## HOW TO COMPLETE THIS TASK
Locate and copy each line in the data that contains the word "white".

[Records excerpted from a collection]
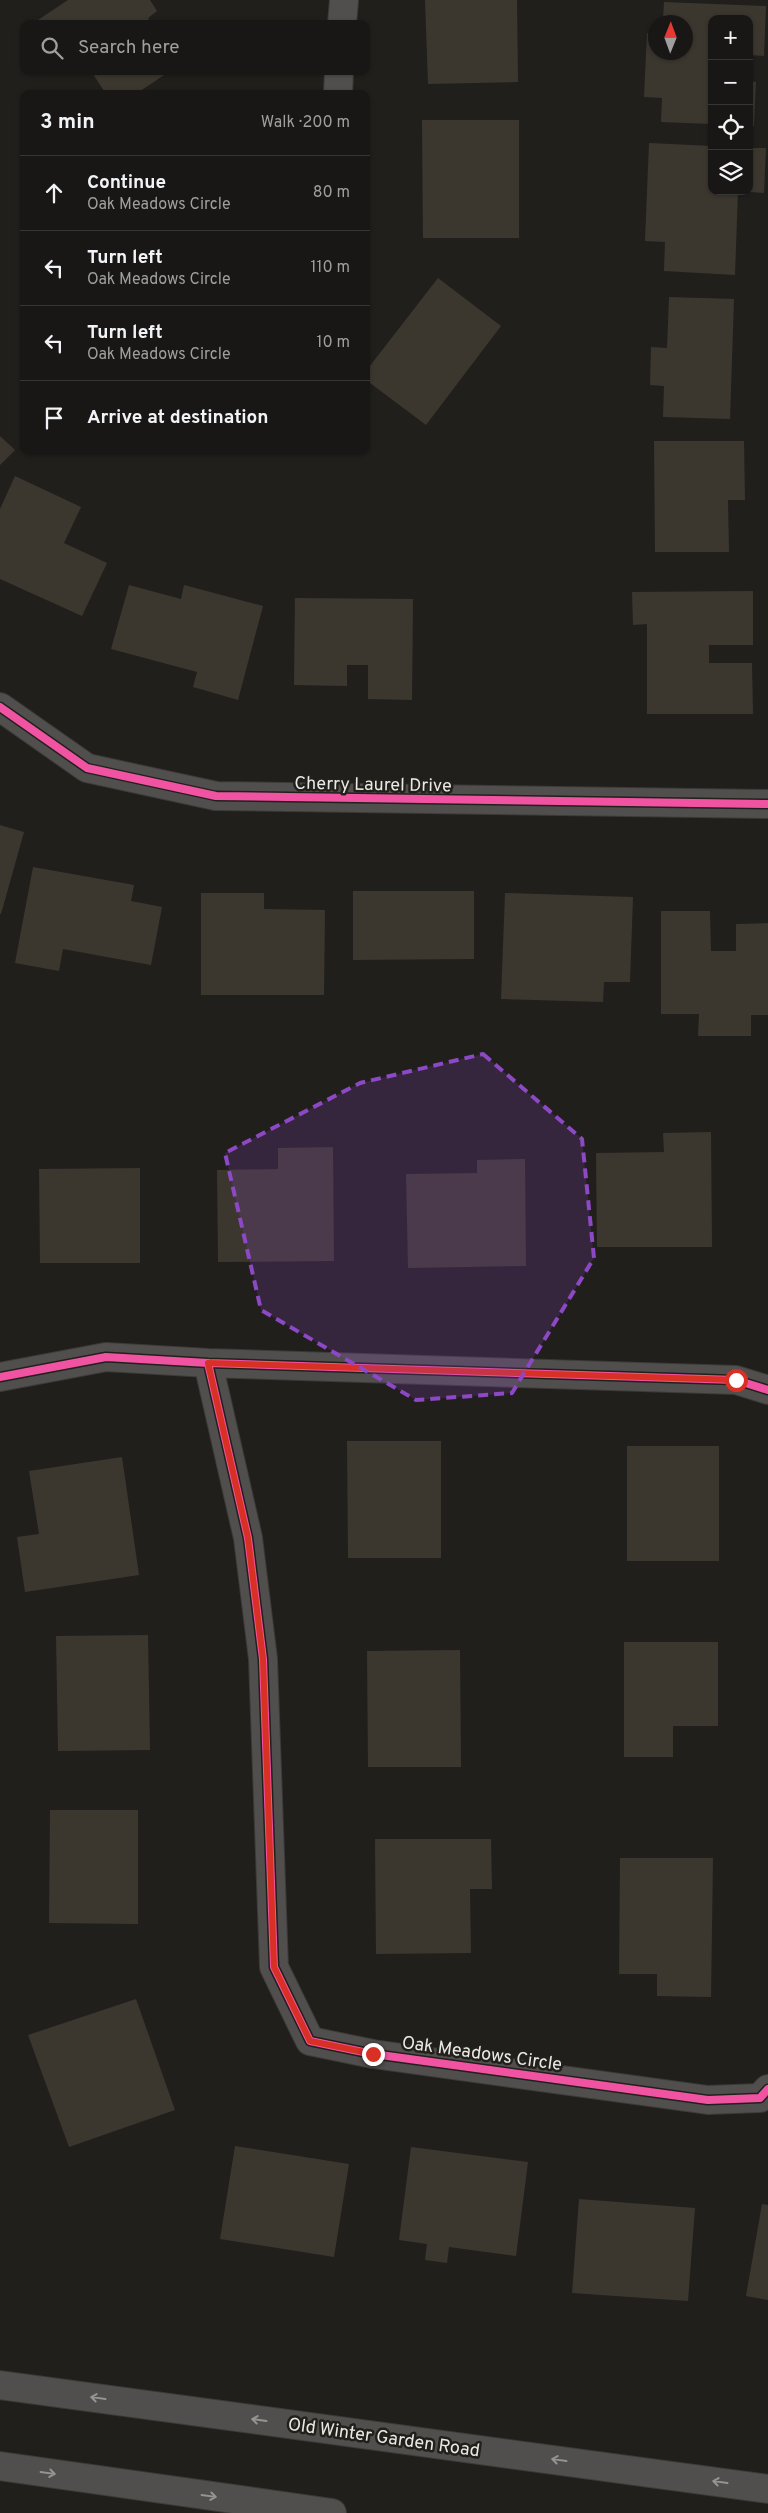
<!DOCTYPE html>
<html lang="en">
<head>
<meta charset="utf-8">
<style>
	:root { --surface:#191715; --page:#22201e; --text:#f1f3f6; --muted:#9f9fa0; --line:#373634 }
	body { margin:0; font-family:Overpass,sans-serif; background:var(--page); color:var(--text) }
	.controls { position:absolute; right:15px; top:15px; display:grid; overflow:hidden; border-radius:10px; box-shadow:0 1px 4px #0004 }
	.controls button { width:45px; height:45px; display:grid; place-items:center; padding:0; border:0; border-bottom:1px solid var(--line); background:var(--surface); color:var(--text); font:25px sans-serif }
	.compass { position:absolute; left:648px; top:15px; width:45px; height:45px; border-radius:50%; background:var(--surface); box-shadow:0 1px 4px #0004; rotate:1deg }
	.stop { position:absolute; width:15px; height:15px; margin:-11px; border:4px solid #d93025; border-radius:50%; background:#fff }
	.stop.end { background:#d93025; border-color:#fff; box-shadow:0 1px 5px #0008 }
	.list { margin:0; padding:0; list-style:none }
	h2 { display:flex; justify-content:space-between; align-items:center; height:65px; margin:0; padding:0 20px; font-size:21px }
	h2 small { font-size:16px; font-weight:400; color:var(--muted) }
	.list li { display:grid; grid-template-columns:32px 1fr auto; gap:15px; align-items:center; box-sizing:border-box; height:75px; padding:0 20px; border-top:1px solid var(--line) }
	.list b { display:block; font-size:19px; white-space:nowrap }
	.list p { margin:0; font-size:16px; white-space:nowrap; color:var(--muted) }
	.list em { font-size:16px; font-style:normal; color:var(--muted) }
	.icon { flex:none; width:28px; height:28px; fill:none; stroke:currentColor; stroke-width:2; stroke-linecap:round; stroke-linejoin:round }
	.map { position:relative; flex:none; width:768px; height:2513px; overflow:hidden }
	.search { position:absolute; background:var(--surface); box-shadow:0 1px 4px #0004; left:20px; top:20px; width:350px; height:55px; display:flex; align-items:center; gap:12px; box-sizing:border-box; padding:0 18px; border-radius:10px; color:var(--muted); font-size:19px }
	.panel { position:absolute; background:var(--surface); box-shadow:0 1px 4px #0004; left:20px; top:90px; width:350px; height:365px; border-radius:10px }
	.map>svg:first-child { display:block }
	.building { fill:#3b372f }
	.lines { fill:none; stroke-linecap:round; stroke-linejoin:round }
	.minor-casing { stroke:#3b3a37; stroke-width:30 }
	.secondary-casing { stroke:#3b3a37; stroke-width:30 }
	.minor { stroke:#504f4d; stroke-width:28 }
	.secondary { stroke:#504f4d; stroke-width:28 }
	.cycleway-casing { stroke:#22201b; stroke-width:11 }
	.cycleway { stroke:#f153a3; stroke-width:8 }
	.oneway { stroke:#959491 }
	.route { stroke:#d93025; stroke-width:6 }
	.marked { fill:#8c48c5; fill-opacity:0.2; stroke:#8c48c5; stroke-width:4; stroke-dasharray:10 6; stroke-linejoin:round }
	.labels { text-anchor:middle; stroke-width:5; stroke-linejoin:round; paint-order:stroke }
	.street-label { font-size:18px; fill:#eae9e5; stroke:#22201b }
</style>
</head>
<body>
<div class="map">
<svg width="768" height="2513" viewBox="0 0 768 2513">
	<rect width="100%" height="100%" fill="#211f1c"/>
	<path class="building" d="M68 0H150L157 11 148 18 152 24H32Z
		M425 0H517L518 82 428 84Z
		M664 2 766 6 764 56 749 55V19H712V124L661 122 662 98 644 97 647 33 656 34V52H686V22H663Z
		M91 71H170L136 94H106Z
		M749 81 756 82 754 126H749Z
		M422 120H519V238H423Z
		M649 143 712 146V191H738L735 275 664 271 665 242 645 241Z
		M749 148H766L764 193 749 192Z
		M438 278 501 326 426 425 366 380V371Z
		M669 297 734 299 730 419 663 417 664 386 650 385 651 347 667 348Z
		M0 436 15 450 0 465Z
		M654 441H744L745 500H728L729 552H655Z
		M15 476 81 507 64 543 107 563 82 616 0 579V509Z
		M129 585 181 599 184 585 263 606 238 700 193 687 197 672 111 649Z
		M753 591V645H709V663H752L753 714H647V624L633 625 632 592Z
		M295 598 413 599 412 700 368 699V665H347V686L294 685Z
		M0 825 24 832 1 914H0Z
		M33 867 134 885 131 901 162 907 151 965 63 949 59 971 15 963Z
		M353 891H474V959L353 960Z
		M201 893H264V909L325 910 324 995H201Z
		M505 893 633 897 630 982H604L603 1002 501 999Z
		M661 911H710L711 951H736V924L768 923V1015H751V1036H698L699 1014H661Z
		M711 1132 712 1247H597L596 1153 664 1152 663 1133Z
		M333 1147 334 1261 218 1262 217 1170 278 1169V1148Z
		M525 1159 526 1266 408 1268 406 1174 477 1173V1160Z
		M140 1168V1263H40L39 1169Z
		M347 1441H441V1558H348Z
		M627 1446H719V1561H627Z
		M122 1457 139 1575 25 1592 17 1537 39 1534 29 1471Z
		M148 1635 150 1750 58 1751 56 1636Z
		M624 1642H718V1726H673V1757H624Z
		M460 1650 461 1767H368L367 1651Z
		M50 1810H138V1924L49 1923Z
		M375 1839H491L492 1889H470L471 1953 376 1954Z
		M620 1858H713L711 1997 657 1996V1974H619Z
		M136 1999 175 2110 69 2147 28 2035Z
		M235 2146 349 2164 334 2257 220 2239Z
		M411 2147 528 2162 516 2256 449 2247 447 2263 425 2260 427 2244 399 2240Z
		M579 2199 695 2208 688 2301 572 2293Z
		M762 2204 768 2205V2300L746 2296Z"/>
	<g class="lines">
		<g class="minor-casing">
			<path id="minor" d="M342 24 344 0
				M338 94 339 71
				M0 707 87 768 216 796 768 804
				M208 1363 248 1538 263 1659 274 1967 310 2041 373 2054 708 2100 760 2098 768 2089
				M0 1377 106 1357 208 1363 736 1380 768 1390"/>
		</g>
		<g class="secondary-casing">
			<path id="secondary" d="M0 2385 768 2489
				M0 2466 332 2513"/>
		</g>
		<use href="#minor" class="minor"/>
		<use href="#secondary" class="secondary"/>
		<g class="cycleway-casing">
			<path id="cycleway" d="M0 707 87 768 216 796 768 804
				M208 1363 248 1538 263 1659 274 1967 310 2041 373 2054 708 2100 760 2098 768 2089
				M0 1377 106 1357 208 1363 736 1380 768 1390"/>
		</g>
		<use href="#cycleway" class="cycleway"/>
	</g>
	<defs><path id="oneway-shaft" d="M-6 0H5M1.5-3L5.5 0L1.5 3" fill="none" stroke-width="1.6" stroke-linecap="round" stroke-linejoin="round" transform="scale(1.25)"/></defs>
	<g class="oneway">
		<use href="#oneway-shaft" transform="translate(98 2398) rotate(-172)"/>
		<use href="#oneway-shaft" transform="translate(259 2420) rotate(-172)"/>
		<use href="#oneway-shaft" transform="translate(559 2460) rotate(-172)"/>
		<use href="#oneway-shaft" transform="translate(48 2473) rotate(8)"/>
		<use href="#oneway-shaft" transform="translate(720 2482) rotate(-172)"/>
		<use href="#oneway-shaft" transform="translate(209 2496) rotate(8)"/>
	</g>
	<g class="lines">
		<path class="route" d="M373 2054 310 2041 274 1967 263 1659 248 1538 208 1363 736 1380"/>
	</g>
	<path class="marked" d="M483 1054 582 1139 594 1258 512 1393 416 1400 261 1310 225 1153 360 1083Z"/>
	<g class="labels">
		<g class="street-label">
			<text transform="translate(373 784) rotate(1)" y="6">Cherry Laurel Drive</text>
			<text transform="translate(482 2053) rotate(8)" y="6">Oak Meadows Circle</text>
			<text transform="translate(384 2437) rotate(8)" y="6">Old Winter Garden Road</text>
		</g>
	</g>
</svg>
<div class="controls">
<button>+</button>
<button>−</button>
<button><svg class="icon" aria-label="locate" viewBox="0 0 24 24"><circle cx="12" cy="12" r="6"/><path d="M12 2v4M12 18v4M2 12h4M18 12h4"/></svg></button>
<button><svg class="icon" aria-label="layers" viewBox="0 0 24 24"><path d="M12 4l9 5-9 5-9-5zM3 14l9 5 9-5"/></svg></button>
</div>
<svg class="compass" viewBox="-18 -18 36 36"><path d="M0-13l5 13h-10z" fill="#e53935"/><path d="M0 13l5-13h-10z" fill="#9f9fa0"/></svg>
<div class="stop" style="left:736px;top:1380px"></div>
<div class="stop end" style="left:373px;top:2054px"></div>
<div class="search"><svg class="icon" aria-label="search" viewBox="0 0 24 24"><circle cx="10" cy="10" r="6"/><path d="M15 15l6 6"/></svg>Search here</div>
<section class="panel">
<h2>3 min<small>Walk · 200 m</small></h2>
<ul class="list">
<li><svg class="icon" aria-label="ahead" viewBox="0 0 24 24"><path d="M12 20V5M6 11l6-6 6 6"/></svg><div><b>Continue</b><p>Oak Meadows Circle</p></div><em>80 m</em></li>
<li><svg class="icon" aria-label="left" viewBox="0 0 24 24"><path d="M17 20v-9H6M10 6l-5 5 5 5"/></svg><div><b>Turn left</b><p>Oak Meadows Circle</p></div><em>110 m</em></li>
<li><svg class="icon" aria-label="left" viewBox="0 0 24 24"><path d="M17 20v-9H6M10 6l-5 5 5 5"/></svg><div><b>Turn left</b><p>Oak Meadows Circle</p></div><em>10 m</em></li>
<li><svg class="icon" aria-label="arrive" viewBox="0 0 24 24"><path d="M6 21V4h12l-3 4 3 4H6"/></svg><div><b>Arrive at destination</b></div></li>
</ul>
</section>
</div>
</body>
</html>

## SOLUTION
	.list b { display:block; font-size:19px; white-space:nowrap }
	.list p { margin:0; font-size:16px; white-space:nowrap; color:var(--muted) }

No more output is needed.